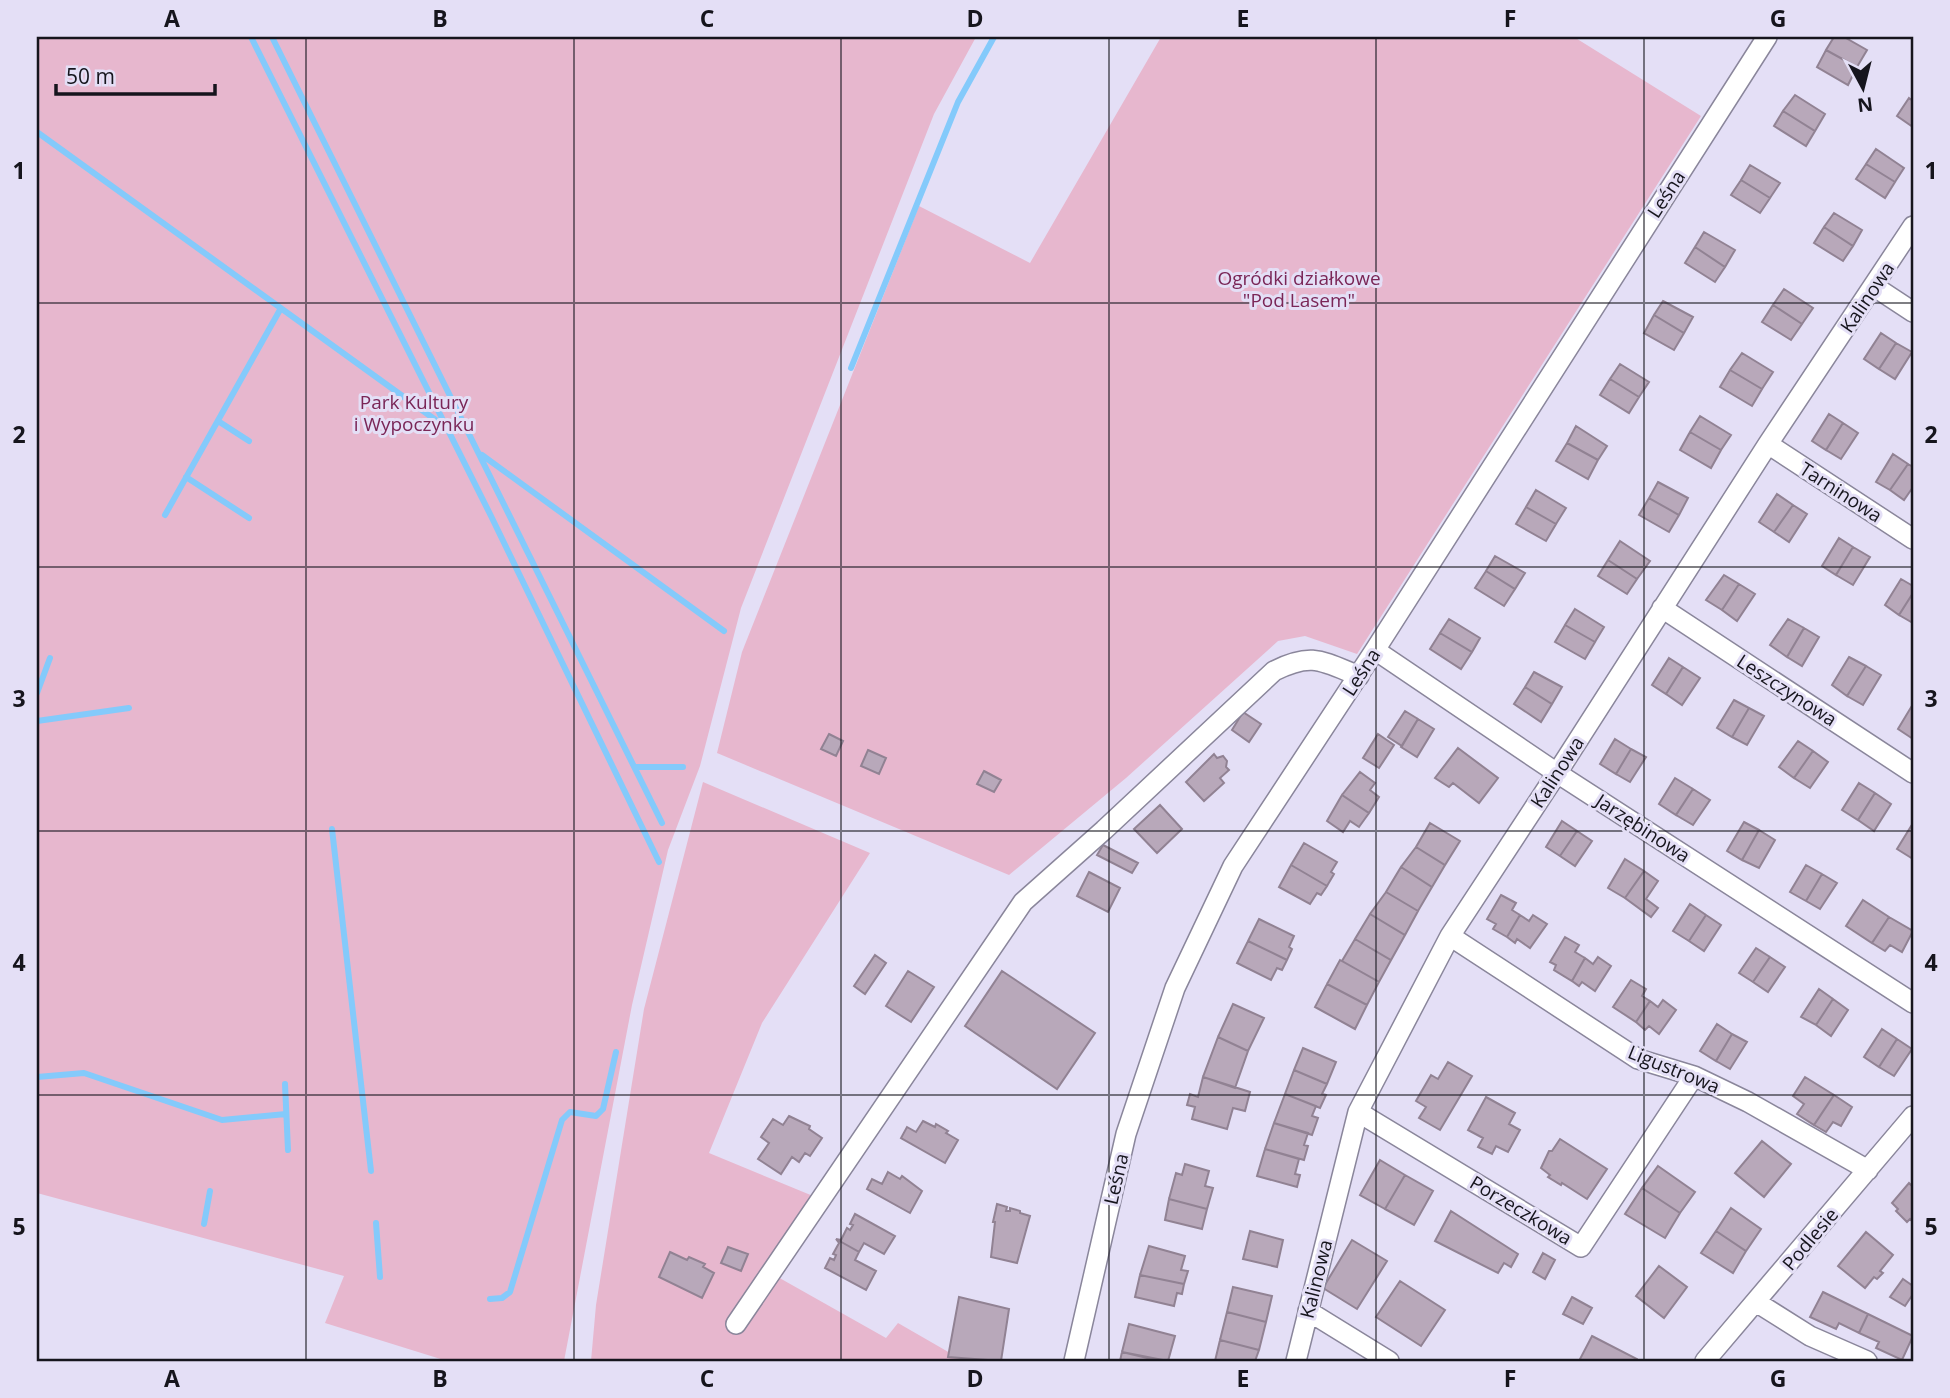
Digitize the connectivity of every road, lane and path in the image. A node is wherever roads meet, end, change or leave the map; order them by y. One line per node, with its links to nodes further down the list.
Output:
1 (1767, 37): 8 (street, Leśna)
2 (1913, 226): 3 (street, Kalinowa)
3 (1875, 287): 4 (street); 5 (street, Kalinowa)
4 (1913, 312)
5 (1769, 444): 6 (street, Tarninowa); 7 (street, Kalinowa)
6 (1913, 539)
7 (1662, 608): 10 (street, Kalinowa); 11 (street, Leszczynowa)
8 (1375, 650): 9 (street, Leśna); 10 (street, Jarzębinowa)
9 (1359, 676): 20 (street); 21 (street, Leśna)
10 (1558, 773): 12 (street, Kalinowa); 13 (street, Jarzębinowa)
11 (1913, 773)
12 (1450, 936): 14 (street, Ligustrowa); 15 (street, Kalinowa)
13 (1913, 1003)
14 (1693, 1076): 15 (street, Porzeczkowa); 17 (street, Ligustrowa)
15 (1358, 1112): 19 (street, Kalinowa)
16 (1913, 1116): 17 (street, Podlesie)
17 (1868, 1170): 18 (street, Podlesie)
18 (1756, 1302): 24 (street, Podlesie); 25 (street)
19 (1308, 1311): 22 (street, Kalinowa); 23 (street)
20 (736, 1324)
21 (1074, 1361)
22 (1296, 1361)
23 (1389, 1361)
24 (1705, 1361)
25 (1867, 1361)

• [PROMPT]:
Please set down the whole listing above exactly and skip every picture.

• [TASK RESPONSE]:
Digitize the connectivity of every road, lane and path in the image. A node is wherever roads meet, end, change or leave the map; order them by y. One line per node, with its links to nodes further down the list.
Output:
1 (1767, 37): 8 (street, Leśna)
2 (1913, 226): 3 (street, Kalinowa)
3 (1875, 287): 4 (street); 5 (street, Kalinowa)
4 (1913, 312)
5 (1769, 444): 6 (street, Tarninowa); 7 (street, Kalinowa)
6 (1913, 539)
7 (1662, 608): 10 (street, Kalinowa); 11 (street, Leszczynowa)
8 (1375, 650): 9 (street, Leśna); 10 (street, Jarzębinowa)
9 (1359, 676): 20 (street); 21 (street, Leśna)
10 (1558, 773): 12 (street, Kalinowa); 13 (street, Jarzębinowa)
11 (1913, 773)
12 (1450, 936): 14 (street, Ligustrowa); 15 (street, Kalinowa)
13 (1913, 1003)
14 (1693, 1076): 15 (street, Porzeczkowa); 17 (street, Ligustrowa)
15 (1358, 1112): 19 (street, Kalinowa)
16 (1913, 1116): 17 (street, Podlesie)
17 (1868, 1170): 18 (street, Podlesie)
18 (1756, 1302): 24 (street, Podlesie); 25 (street)
19 (1308, 1311): 22 (street, Kalinowa); 23 (street)
20 (736, 1324)
21 (1074, 1361)
22 (1296, 1361)
23 (1389, 1361)
24 (1705, 1361)
25 (1867, 1361)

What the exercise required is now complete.